Dans une déclaration au vitriol, le Front pour la défense de la démocratie et de la République (Fdr) a fustigé le dernier réaménagement gouvernemental, qu’il qualifie de manœuvre politicienne visant à installer un «Parti-État» sous la houlette de Pastef. L’opposition annonce une mobilisation populaire face à ce qu’elle considère comme une dérive liberticide et une menace directe pour la démocratie sénégalaise.
Le réaménagement ministériel du 6 septembre 2025 continue de susciter des vagues.
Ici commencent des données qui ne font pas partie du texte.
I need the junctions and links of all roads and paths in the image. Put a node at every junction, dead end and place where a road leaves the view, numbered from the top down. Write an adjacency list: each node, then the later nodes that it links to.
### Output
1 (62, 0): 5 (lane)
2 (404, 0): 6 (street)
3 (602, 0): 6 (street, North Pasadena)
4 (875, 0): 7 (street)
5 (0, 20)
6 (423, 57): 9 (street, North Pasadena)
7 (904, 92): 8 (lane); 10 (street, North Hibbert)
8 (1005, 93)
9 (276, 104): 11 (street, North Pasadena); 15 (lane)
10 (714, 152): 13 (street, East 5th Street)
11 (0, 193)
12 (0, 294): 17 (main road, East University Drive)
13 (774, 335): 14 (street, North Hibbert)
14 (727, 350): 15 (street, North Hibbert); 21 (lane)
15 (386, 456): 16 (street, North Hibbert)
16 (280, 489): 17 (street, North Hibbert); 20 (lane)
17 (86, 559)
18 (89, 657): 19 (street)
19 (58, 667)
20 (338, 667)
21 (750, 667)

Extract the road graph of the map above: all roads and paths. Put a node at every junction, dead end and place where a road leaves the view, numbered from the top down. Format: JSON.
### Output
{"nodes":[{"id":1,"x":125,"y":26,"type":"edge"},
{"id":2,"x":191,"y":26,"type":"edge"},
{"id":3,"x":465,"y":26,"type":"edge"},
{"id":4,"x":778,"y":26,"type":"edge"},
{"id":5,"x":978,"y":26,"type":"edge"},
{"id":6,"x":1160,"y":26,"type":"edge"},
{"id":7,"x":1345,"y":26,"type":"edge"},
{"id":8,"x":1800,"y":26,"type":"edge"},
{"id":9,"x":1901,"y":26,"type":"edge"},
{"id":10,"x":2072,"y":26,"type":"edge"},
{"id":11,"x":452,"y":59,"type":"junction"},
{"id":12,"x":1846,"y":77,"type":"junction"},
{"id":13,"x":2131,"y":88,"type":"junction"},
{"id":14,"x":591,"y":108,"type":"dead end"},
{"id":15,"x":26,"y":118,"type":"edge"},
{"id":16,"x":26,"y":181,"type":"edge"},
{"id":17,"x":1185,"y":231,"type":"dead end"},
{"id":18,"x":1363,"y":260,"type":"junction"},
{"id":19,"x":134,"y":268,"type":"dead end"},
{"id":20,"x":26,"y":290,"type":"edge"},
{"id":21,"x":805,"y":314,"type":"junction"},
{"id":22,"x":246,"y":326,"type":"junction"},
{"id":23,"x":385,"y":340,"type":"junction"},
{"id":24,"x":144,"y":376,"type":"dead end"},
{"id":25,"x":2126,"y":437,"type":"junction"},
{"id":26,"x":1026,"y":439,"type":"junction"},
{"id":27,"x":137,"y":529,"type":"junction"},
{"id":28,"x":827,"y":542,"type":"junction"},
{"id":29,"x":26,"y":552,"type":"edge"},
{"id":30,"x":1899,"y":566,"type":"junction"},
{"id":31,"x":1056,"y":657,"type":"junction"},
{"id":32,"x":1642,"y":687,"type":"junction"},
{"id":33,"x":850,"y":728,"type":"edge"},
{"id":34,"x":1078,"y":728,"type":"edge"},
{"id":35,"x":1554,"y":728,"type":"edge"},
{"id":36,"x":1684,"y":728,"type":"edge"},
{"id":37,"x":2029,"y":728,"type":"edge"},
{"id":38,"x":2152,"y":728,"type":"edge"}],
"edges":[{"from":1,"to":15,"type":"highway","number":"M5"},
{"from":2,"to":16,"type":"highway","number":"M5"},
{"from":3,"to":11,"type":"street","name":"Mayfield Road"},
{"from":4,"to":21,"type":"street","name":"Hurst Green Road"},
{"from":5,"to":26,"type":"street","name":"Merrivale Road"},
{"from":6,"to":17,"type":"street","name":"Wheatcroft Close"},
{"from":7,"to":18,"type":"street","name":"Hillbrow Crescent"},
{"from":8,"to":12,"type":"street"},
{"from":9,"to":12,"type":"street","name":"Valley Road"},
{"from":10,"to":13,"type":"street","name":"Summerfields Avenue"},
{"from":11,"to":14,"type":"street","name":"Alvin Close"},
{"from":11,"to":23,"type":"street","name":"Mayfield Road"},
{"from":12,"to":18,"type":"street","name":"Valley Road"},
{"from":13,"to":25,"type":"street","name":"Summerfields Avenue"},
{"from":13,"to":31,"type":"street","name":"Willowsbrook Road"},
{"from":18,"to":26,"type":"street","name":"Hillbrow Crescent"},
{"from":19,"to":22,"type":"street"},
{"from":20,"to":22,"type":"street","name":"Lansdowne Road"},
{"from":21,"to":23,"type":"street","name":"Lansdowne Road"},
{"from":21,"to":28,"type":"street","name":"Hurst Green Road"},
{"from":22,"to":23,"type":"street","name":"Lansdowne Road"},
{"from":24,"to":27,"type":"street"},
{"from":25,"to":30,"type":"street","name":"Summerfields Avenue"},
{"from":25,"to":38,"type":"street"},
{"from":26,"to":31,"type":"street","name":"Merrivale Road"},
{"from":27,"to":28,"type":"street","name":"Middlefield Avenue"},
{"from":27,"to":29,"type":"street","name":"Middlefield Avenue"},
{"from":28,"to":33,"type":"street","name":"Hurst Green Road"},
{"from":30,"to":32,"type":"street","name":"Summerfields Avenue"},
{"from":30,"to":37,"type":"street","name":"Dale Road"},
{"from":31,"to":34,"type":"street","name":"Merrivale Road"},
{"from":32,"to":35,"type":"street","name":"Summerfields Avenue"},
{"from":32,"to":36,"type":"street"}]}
Après les réactions mesurées d’une partie de la classe politique et les justifications livrées par les soutiens du régime, l’opposition regroupée au sein du Front pour la défense de la démocratie et de la République (Fdr) a choisi la voie de la fermeté.
Dans une déclaration rendue publique à Dakar le 10 septembre, la coalition a fait part de sa « profonde déception », estimant que ce remaniement n’apporte aucune réponse aux préoccupations vitales des Sénégalais. Inondations, flambée des prix, chômage, blocage de l’économie : autant de maux auxquels, selon elle, le gouvernement reste sourd.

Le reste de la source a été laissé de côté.